Paper White vs Shaded White
Where Paper White belongs to Benjamin Moore's range, Shaded White is a Farrow & Ball color. Hue-wise, Paper White belongs to the green-grey family and Shaded White to the beige-greige family. Paper White (LRV 74) reflects noticeably more light than Shaded White (LRV 64), a difference of 10 points that becomes especially apparent in rooms with limited natural light. Paper White runs green while Shaded White is decidedly warm, which means they'll respond very differently to warm vs cool light sources. The ΔE 8.5 gap is real but not dramatic — close enough to use together, distinct enough to matter as a choice. Below you'll find 5 real-room photo comparisons where both colors appear side by side, plus 5 simulated room previews.

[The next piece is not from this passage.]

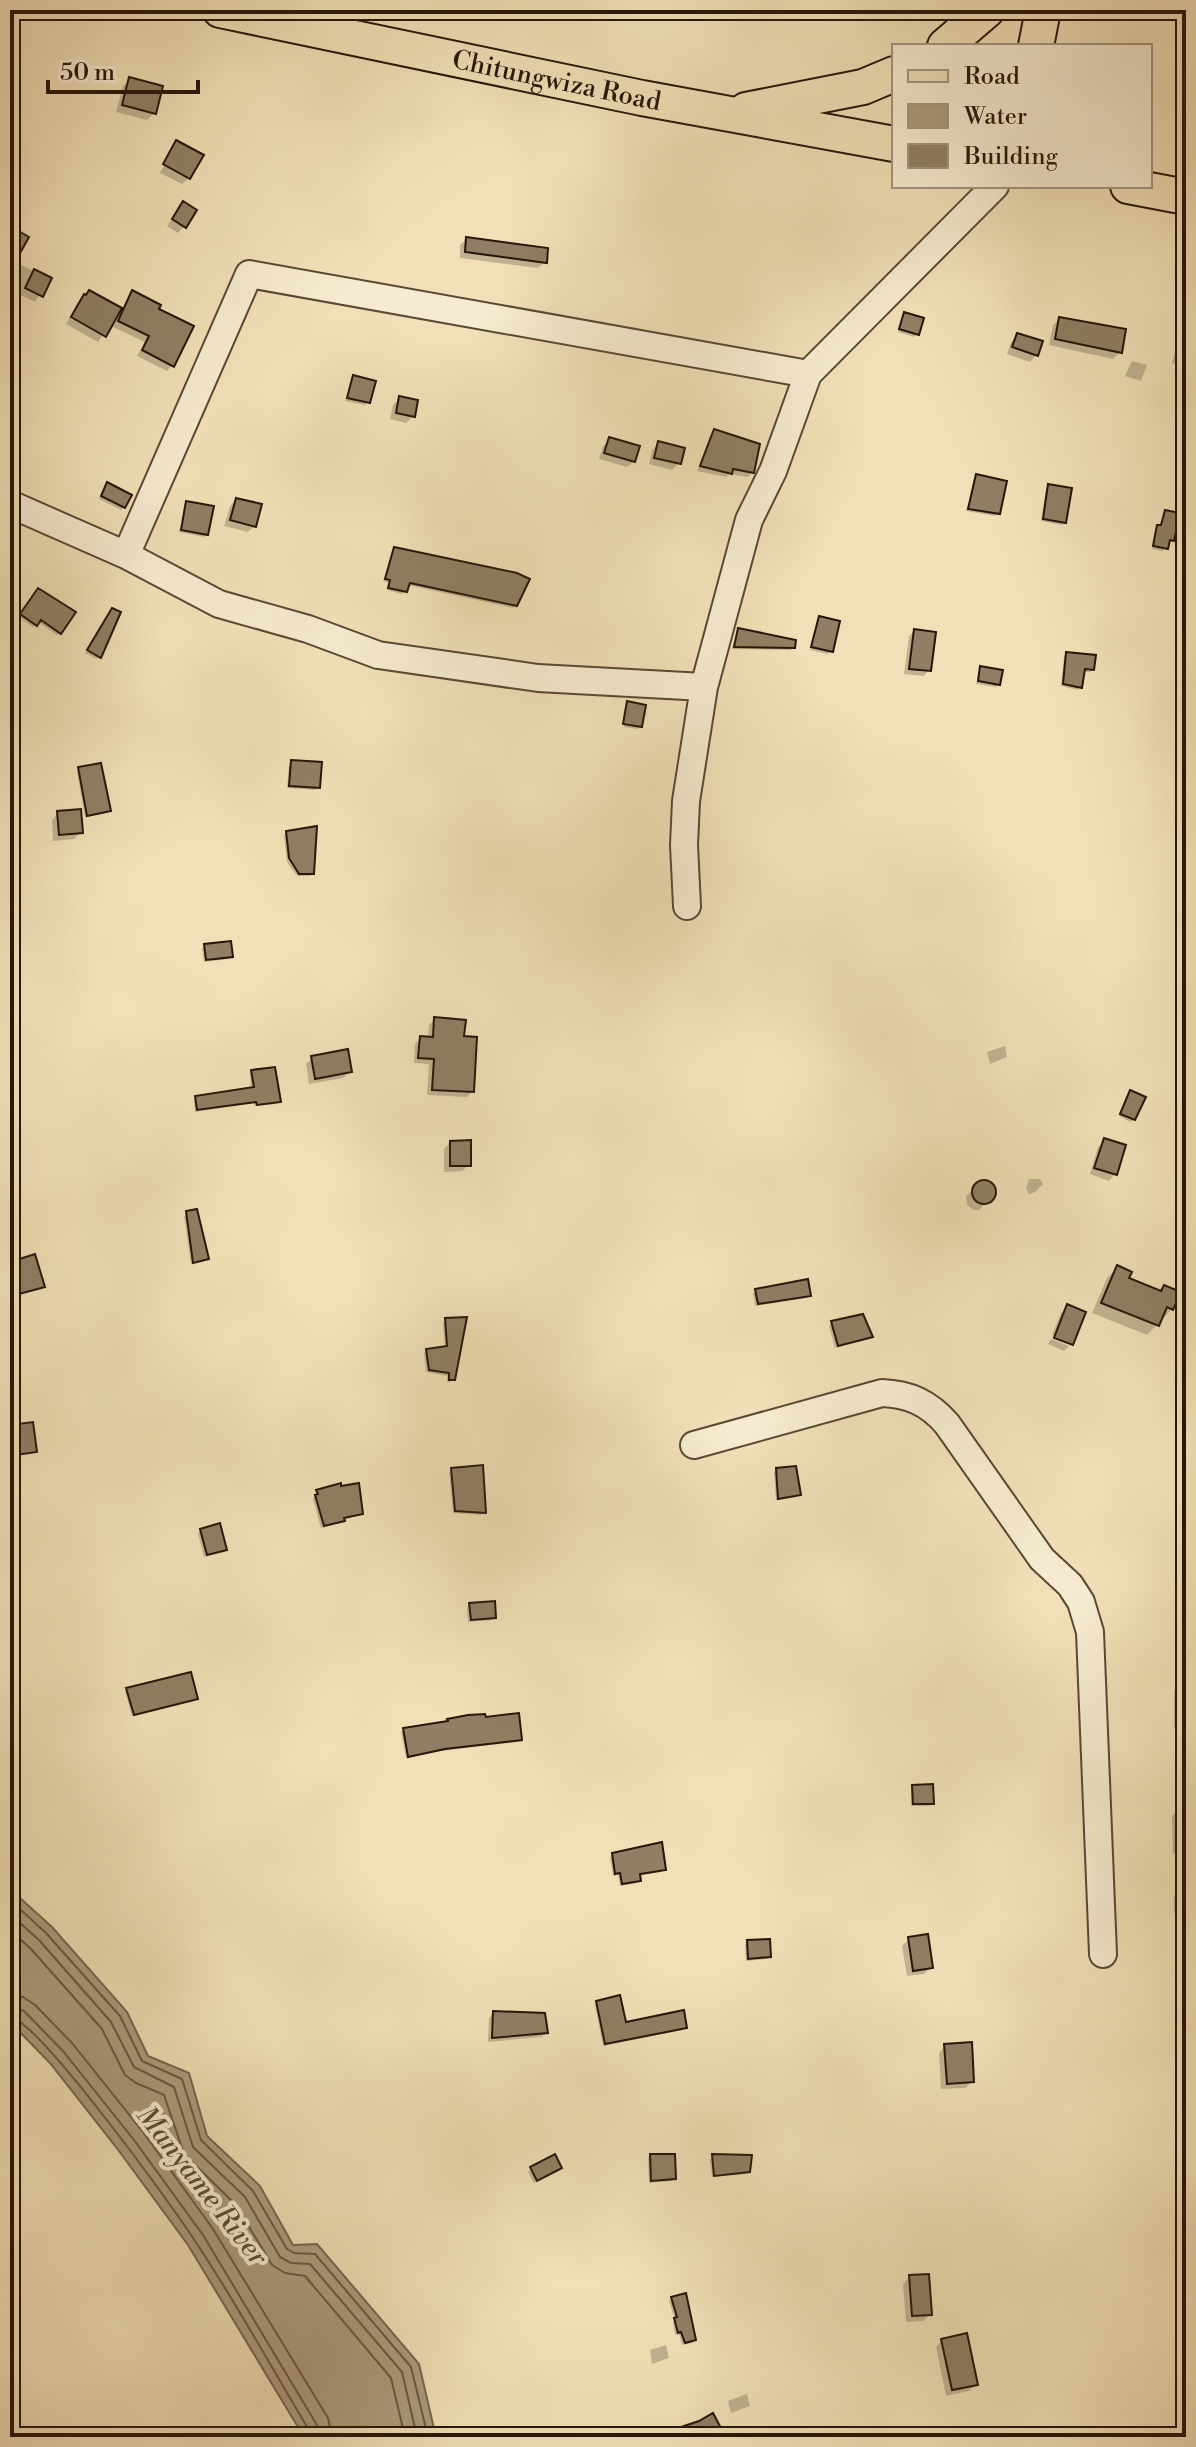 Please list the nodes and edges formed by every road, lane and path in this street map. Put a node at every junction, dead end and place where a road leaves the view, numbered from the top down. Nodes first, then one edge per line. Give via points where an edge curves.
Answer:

Paper White vs Shaded White in Real Spaces
5 real rooms side by side. Paper White and Shaded White are close enough that the difference can be hard to judge from a chip alone — these photos show how each reads at scale, across different spaces and lighting conditions.
Living Room
In a living room, color works across both daylight and evening light — the same wall can read very differently at noon and at 8pm. The LRV gap is large enough that Paper White will make the room feel meaningfully brighter than Shaded White would.
Bedroom
The context that matters most in a bedroom is how a color reads under a bedside lamp at night, not under noon daylight. Paper White reflects noticeably more light off the walls, making the space read more open than Shaded White.
Kitchen
In a kitchen, colors are seen under bright task lighting that amplifies undertones — what reads neutral elsewhere can show its hand here. Paper White reflects noticeably more light off the walls, making the space read more open than Shaded White.
Bathroom
Bathrooms are one of the few spaces where you're genuinely enclosed by the paint color, which makes the choice between these two more consequential. Paper White reflects noticeably more light off the walls, making the space read more open than Shaded White.
Kitchen Cabinets
Kitchen cabinets are constantly compared against adjacent materials, which means subtle differences between these two become much more visible. Paper White reflects noticeably more light off the walls, making the space read more open than Shaded White.
Color Details
Paper White vs Shaded White Simulated Comparison
5 simulated room previews — drag the slider on each to see Paper White on one side and Shaded White on the other.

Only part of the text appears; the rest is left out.